NIGERIA
Arrests made against Nigerian sect
MAIDUGURI — Security forces have arrested a top commander of a radical Muslim sect who is accused of orchestrating attacks in the country’s northeast that have left police, clerics and others dead, a governor said Wednesday.
Borno state Gov. Kashim Shettima told the Associated Press in an interview at his heavily guarded office that officials think a negotiated peace can be reached with the sect known locally as Boko Haram.
However, he warned that those involved in the group who continue the sect’s sectarian campaign of assassinations and bombings will be hunted down by the increasing military and police presence in his state.
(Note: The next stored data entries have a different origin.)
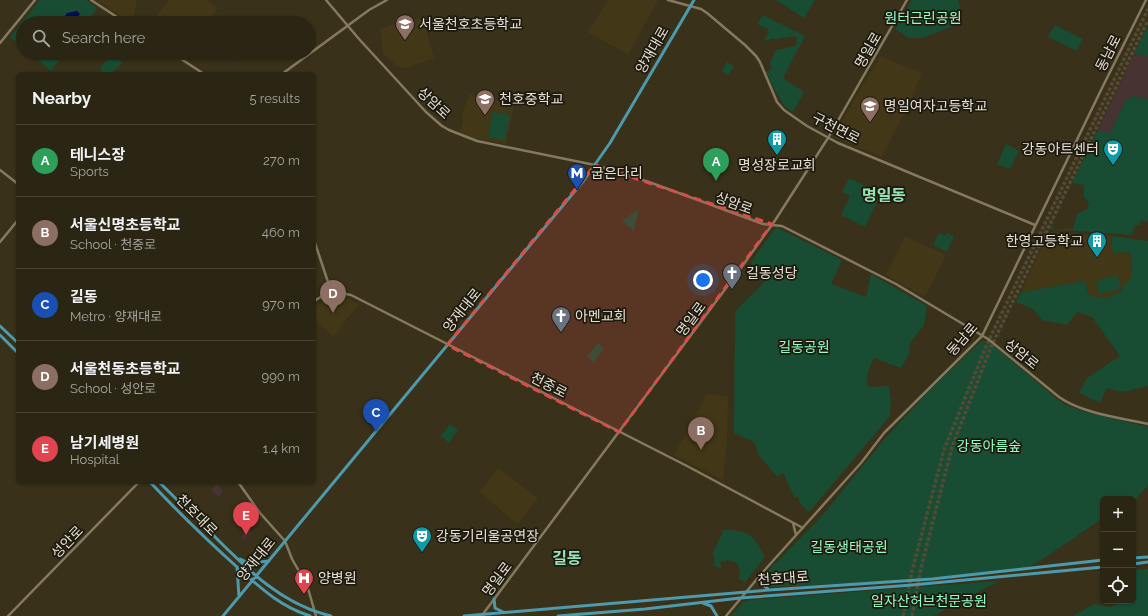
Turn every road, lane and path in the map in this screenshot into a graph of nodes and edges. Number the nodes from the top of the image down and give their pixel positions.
1 (35, 0) edge
2 (91, 0) edge
3 (326, 0) edge
4 (387, 0) edge
5 (668, 0) edge
6 (694, 0) edge
7 (907, 0) edge
8 (1146, 0) edge
9 (691, 6) junction
10 (22, 16) edge
11 (115, 16) edge
12 (16, 23) edge
13 (348, 26) junction
14 (0, 43) edge
15 (316, 49) edge
16 (183, 60) edge
17 (301, 60) edge
18 (201, 72) edge
19 (285, 72) edge
20 (828, 138) junction
21 (595, 165) junction
22 (0, 170) edge
23 (16, 182) edge
24 (16, 222) edge
25 (772, 224) junction
26 (1035, 225) junction
27 (0, 242) edge
28 (316, 246) edge
29 (331, 291) junction
30 (316, 300) edge
31 (0, 326) edge
32 (7, 333) junction
33 (1, 336) edge
34 (982, 336) junction
35 (16, 341) edge
36 (447, 345) junction
37 (16, 351) edge
38 (1148, 424) edge
39 (619, 432) junction
40 (137, 484) edge
41 (152, 484) edge
42 (161, 484) edge
43 (239, 484) edge
44 (793, 522) junction
45 (803, 528) junction
46 (796, 536) junction
47 (285, 541) junction
48 (234, 555) junction
49 (1148, 557) edge
50 (1136, 558) edge
51 (1100, 560) edge
52 (269, 561) junction
53 (1148, 562) edge
54 (1136, 564) edge
55 (237, 567) junction
56 (1100, 567) edge
57 (762, 573) junction
58 (256, 576) junction
59 (252, 581) junction
60 (769, 590) junction
61 (746, 592) junction
62 (239, 597) junction
63 (740, 598) junction
64 (494, 599) junction
65 (702, 602) junction
66 (315, 612) junction
67 (505, 612) junction
68 (482, 615) edge
69 (8, 616) edge
70 (223, 616) edge
71 (310, 616) edge
72 (316, 616) edge
73 (331, 616) edge
74 (464, 616) edge
75 (558, 616) edge
76 (717, 616) edge
77 (726, 616) edge

1 - 10 main road
2 - 11 main road
3 - 13 main road, 상암로
4 - 13 main road
5 - 9 main road, 구천면로
6 - 9 main road, 양재대로
7 - 20 main road, 명일로
8 - 26 main road, 동남로
9 - 20 main road, 구천면로
9 - 21 main road, 양재대로
12 - 14 main road
13 - 15 main road
13 - 21 main road, 상암로
16 - 18 main road
17 - 19 main road
20 - 25 main road, 명일로
20 - 26 main road, 구천면로
21 - 25 main road, 상암로
21 - 36 main road, 양재대로
22 - 23 main road
24 - 27 main road
25 - 34 main road, 상암로
25 - 39 main road, 명일로
26 - 34 main road, 동남로
28 - 29 main road
29 - 30 main road
29 - 36 main road, 천중로
31 - 32 main road
32 - 33 main road
32 - 35 main road
33 - 37 main road
34 - 38 main road, 상암로
34 - 45 main road, 동남로
36 - 39 main road, 천중로
36 - 47 main road, 양재대로
39 - 44 main road, 천중로
39 - 64 main road, 명일로
40 - 69 main road, 성안로
41 - 55 main road, 천호대로
42 - 48 main road, 천호대로
43 - 47 main road
44 - 45 main road, 천중로
44 - 46 main road
45 - 46 main road, 동남로
46 - 57 main road, 동남로
47 - 52 main road, 양재대로
47 - 66 main road
48 - 52 main road
48 - 58 main road, 천호대로
49 - 50 main road
51 - 60 main road, 천호대로
52 - 58 main road, 양재대로
53 - 54 main road
55 - 59 main road, 천호대로
55 - 62 main road
56 - 63 main road, 천호대로
57 - 60 main road
57 - 61 main road, 동남로
58 - 59 main road, 양재대로
58 - 66 main road, 천호대로
59 - 62 main road, 양재대로
59 - 71 main road, 천호대로
60 - 61 main road, 천호대로
61 - 63 main road, 동남로
61 - 67 main road, 천호대로
62 - 70 main road, 양재대로
63 - 65 main road, 천호대로
63 - 77 main road, 동남로
64 - 67 main road
64 - 68 main road, 명일로
65 - 75 main road, 천호대로
65 - 76 main road
66 - 72 main road
66 - 73 main road, 천호대로
67 - 68 main road, 천호대로
68 - 74 main road, 천호대로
“I believe the worst is over,” Mr. Shettima said, adding that five others also were arrested and are being detained.
Boko Haram, whose name means “Western education is sacrilege,” came to prominence in July 2009 when its members rioted in Maiduguri. The riots and an ensuing military crackdown left 700 people dead and the group’s mosque in ruins.
The group, which wants strict implementation of Shariah law across Nigeria, re-emerged last year to carry out shootings and bombings.
KENYA
U.N. reports gains in fight against famine
NAIROBI — The U.N. on Wednesday said food assistance has reached nearly half the Somalis in need, though it warned cases of diarrhea and cholera could spike with the seasonal rains expected in October.
Famine relief has gotten to about 1.85 million Somalis, the U.N. Office for the Coordination of Humanitarian Affairs said.
The World Health Organization, meanwhile, reports that cases of diarrhea and cholera are down, though October rains could pose a high risk of transmission of waterborne diseases in highly populated camps for those displaced by the famine.
Tens of thousands of Somalis already have died from a lack of food, and the U.N. says 750,000 more are at risk of death from famine in the next four months. Six areas in southern Somalia have been declared famine zones.
Despite an increase in food aid in Mogadishu, Somalis in filthy camps for the internally displaced continue to die. Food aid is being siphoned off by corrupt power brokers, and government soldiers have stolen food.
The International Committee of the Red Cross said Wednesday that even if the October rains materialize, the next harvest season typically accounts for only about 30 percent of Somalia’s yearly food production - not enough to meet the immense need.
SOUTH SUDAN
U.N. asks South Sudan to return diverted funds
JUBA — The U.N. representative to South Sudan has asked the country to repatriate diverted funds.
Hilde F. Johnson told a news conference on Wednesday that hundreds of millions of dollars meant for South Sudan’s government have been wired to private bank accounts abroad. She called such acts unacceptable.
Ms. Johnson lauded South Sudan President Salva Kiir for announcing at U.N. headquarters that steps were being taken to end impunity for perpetrators.
South Sudan broke away from Sudan in July to become the world’s newest nation.
Violence in the new country this year already has killed 3,000 people. More than 300,000 others have been displaced by fighting.
SOUTH AFRICA
Rhino poaching takes center stage at meeting
JOHANNESBURG — More needs to be done to dispel the myth among the Vietnamese that rhinoceros horn can cure cancer, Vietnamese officials said Wednesday after meeting with their South African counterparts about curbing rhino poaching.
Already this year, 309 rhinoceroses have been poached in South Africa, compared to the 2010 record of 333, according to the Department of Environmental Affairs. The 2010 figure was nearly triple the deaths in 2009.
Demand for rhino horn among a growing Vietnamese middle class is believed to be driving the poaching spike in South Africa and elsewhere in Africa; Vietnam’s own rhinos are nearly extinct.
David Newton of TRAFFIC, the wildlife-trade-monitoring network of the World Wildlife Fund and the International Union for the Conservation of Nature, said demand in China and Thailand also is a concern but that recently, the “vast majority” of rhino-horn smuggling prosecutions involved Vietnamese citizens.
Tuan Cong Ha, a Vietnamese environmental affairs official who headed his country’s delegation in South Africa, called on medical researchers in his country to study what he called the cancer-cure “rumor” and make their findings public.
He also said attempts to educate Vietnamese should be more specific, saying previous campaigns have spoken only generally of the need to protect wildlife.